As a Mennonite community, the community I pastor, we are on
a journey throughout Lent in which we seek to focus on Psalms of Disorientation and Reorientation. Walter Brueggemann is the one who gives voice
to this understanding of the Psalms (cf. Praying
the Psalms, Spirituality of the
Psalms) and expresses that the Psalms of Lament are meant to disorient us.
Last week was a hard week – in fact preaching through Lent
on this theme of disorientation and reorientation has been difficult – it has
taken much from me. I am deeply engaging
what it means to be reoriented, but every week in preparing for Sunday has
involved some disorienting event or experience – this is not only a series I am
preaching on, it is something I am experiencing as well.
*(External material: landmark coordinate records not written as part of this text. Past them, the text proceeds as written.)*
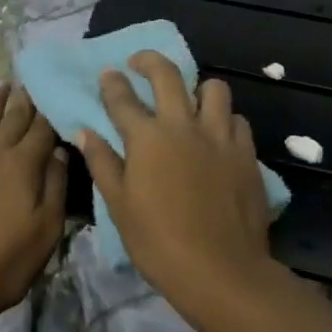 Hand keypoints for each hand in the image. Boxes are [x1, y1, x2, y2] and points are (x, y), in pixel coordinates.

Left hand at [0, 83, 67, 322]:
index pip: (42, 130)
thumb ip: (56, 185)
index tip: (57, 95)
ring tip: (1, 87)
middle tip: (30, 83)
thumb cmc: (7, 262)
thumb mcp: (47, 229)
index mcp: (23, 165)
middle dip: (23, 101)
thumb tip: (60, 150)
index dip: (50, 113)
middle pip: (11, 121)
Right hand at [78, 52, 275, 322]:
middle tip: (140, 63)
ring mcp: (219, 136)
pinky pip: (236, 120)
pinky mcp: (246, 152)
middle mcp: (183, 125)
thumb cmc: (159, 242)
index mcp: (147, 137)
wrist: (221, 270)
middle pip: (167, 74)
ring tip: (190, 102)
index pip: (123, 97)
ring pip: (213, 88)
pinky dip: (225, 120)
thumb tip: (85, 132)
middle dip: (149, 61)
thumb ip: (103, 163)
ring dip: (197, 89)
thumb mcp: (119, 206)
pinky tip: (218, 135)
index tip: (108, 73)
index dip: (112, 82) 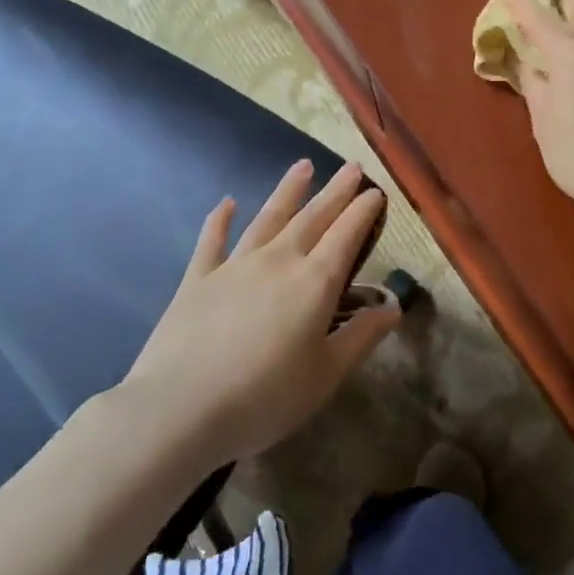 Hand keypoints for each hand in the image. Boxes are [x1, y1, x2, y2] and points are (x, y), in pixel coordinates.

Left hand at [107, 159, 398, 472]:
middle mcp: (277, 262)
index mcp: (314, 283)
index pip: (346, 236)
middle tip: (351, 167)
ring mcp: (234, 266)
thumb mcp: (326, 375)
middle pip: (312, 218)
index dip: (363, 212)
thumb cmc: (265, 397)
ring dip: (288, 191)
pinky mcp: (197, 280)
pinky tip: (226, 203)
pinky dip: (219, 220)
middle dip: (335, 191)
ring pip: (267, 218)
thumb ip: (361, 337)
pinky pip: (212, 241)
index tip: (376, 192)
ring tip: (303, 166)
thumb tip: (393, 309)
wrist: (180, 409) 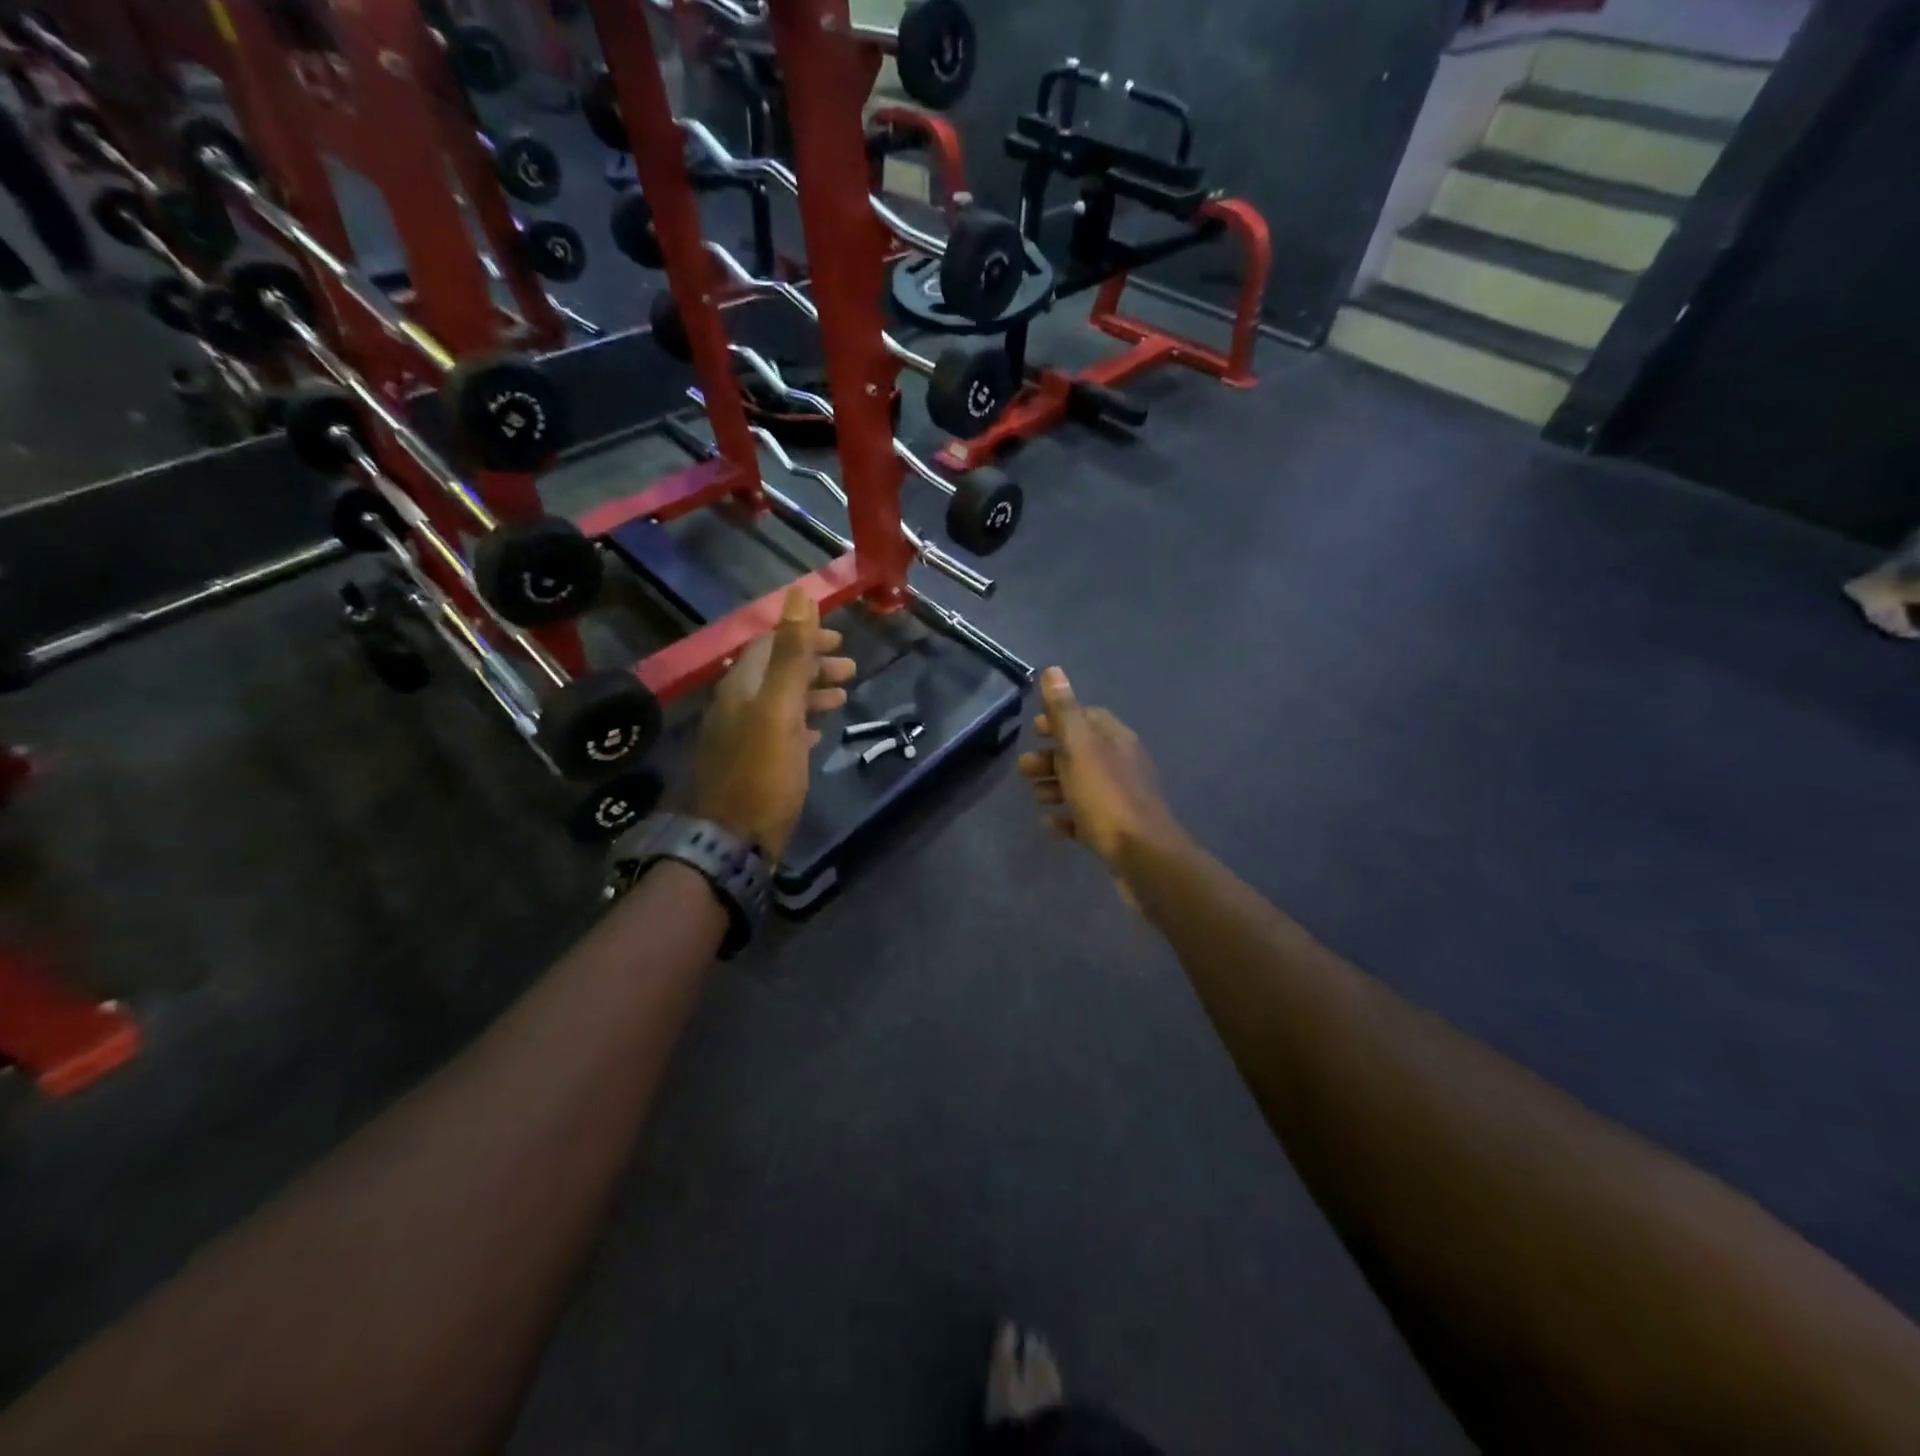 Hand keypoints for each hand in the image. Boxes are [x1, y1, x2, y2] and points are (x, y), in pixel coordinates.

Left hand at [693, 585, 855, 860]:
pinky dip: (801, 723)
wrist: (733, 840)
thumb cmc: (763, 772)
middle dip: (813, 665)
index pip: (770, 645)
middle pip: (776, 672)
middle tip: (851, 669)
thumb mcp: (780, 708)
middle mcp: (736, 706)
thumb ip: (791, 654)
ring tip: (843, 697)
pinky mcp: (750, 765)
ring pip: (779, 702)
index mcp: (741, 687)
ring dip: (811, 693)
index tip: (839, 640)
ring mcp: (741, 737)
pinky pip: (778, 731)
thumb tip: (798, 595)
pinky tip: (818, 733)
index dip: (804, 636)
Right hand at [1018, 668, 1182, 902]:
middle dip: (1051, 757)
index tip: (1035, 729)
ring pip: (1083, 785)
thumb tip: (1053, 670)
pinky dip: (1068, 818)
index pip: (1088, 717)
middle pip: (1081, 752)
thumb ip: (1064, 711)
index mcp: (1116, 740)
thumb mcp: (1079, 748)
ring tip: (1035, 797)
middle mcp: (1123, 764)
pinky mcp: (1117, 829)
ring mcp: (1121, 798)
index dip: (1060, 720)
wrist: (1143, 857)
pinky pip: (1087, 818)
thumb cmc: (1106, 797)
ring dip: (1056, 786)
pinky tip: (1052, 826)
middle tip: (1023, 768) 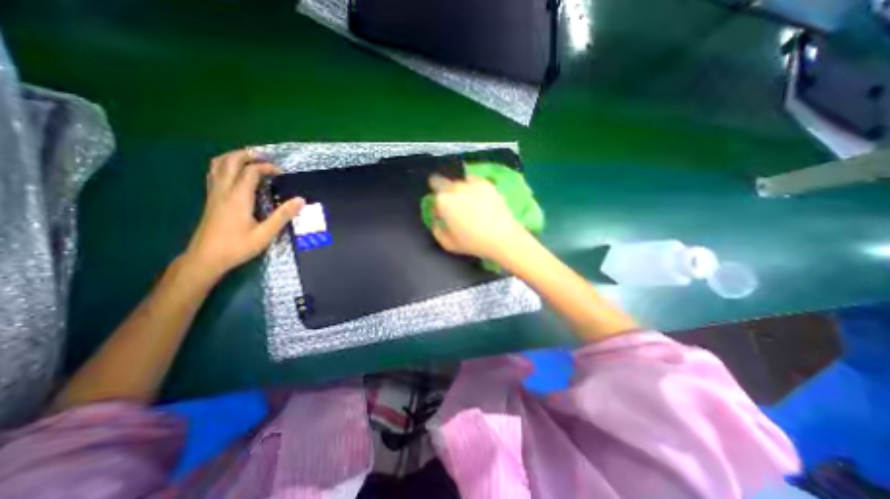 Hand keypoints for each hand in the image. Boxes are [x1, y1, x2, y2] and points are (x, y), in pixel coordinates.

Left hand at [182, 148, 304, 279]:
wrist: (205, 258)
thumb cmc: (237, 247)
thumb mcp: (265, 234)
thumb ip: (283, 215)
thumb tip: (301, 200)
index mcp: (238, 198)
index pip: (250, 172)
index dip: (267, 167)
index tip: (281, 172)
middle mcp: (223, 191)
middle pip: (230, 161)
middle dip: (247, 155)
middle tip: (265, 156)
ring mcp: (214, 194)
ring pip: (218, 165)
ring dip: (234, 157)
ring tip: (250, 159)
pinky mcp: (211, 200)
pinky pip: (215, 174)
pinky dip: (226, 166)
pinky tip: (236, 174)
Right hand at [430, 174, 526, 261]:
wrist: (502, 237)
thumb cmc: (473, 243)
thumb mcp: (448, 244)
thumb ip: (437, 231)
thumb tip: (437, 223)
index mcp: (443, 201)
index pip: (433, 198)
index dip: (436, 207)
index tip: (442, 215)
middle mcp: (455, 187)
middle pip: (442, 183)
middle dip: (443, 192)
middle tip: (453, 206)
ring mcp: (472, 183)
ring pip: (458, 181)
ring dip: (458, 189)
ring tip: (467, 202)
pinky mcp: (487, 183)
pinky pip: (474, 181)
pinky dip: (473, 187)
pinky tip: (479, 198)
In fact, last week one of the members of my
community approached me and asked, “I bet you can’t wait for Easter to get
here.”
Yes, Easter in focusing on Resurrection is the ultimate act
of reorientation. As I reflected on the
statement that was made, I am reminded of not just waiting for Easter for
reorientation, but to receive the gift of rest, the gift of Sabbath, that the
Spirit gives in the midst of our days – a gift that is deeply reorienting amid
our being disoriented.
And just now, in the midst of writing this – the Spirit
brought about such an experience of rest and reorientation. A young man just came through the door of our
Mennonite Ministries office struggling with his life being turned upside-down. What was reorienting in this was realizing that
this was a serendipity of the Spirit for both him and me. In our sharing together, he was being
encouraged to stop crying out “why God,” and begin again to be open to walk
with God who is already walking with him, to give thanks to God in the midst of
his life and circumstances, to notice what God is doing and seeking to do in
his life – and for me, this gift of being able to listen to someone lost on
their way, to be used of the Spirit to help guide them along their journey, reminded
me of what God is doing in me and desires to do through me. I was reminded by the Spirit that I need to slow
down to be aware of the leading of the Spirit in my life. It is in such moments of being reoriented,
given rest, that I am realigned to see that my life is not about me, but what
God is about in the world in making all things new – renewing lives, reconciling
people, healing brokenness, setting people free.
Lord, may I never lose sight of seeing who you see and how
you see them.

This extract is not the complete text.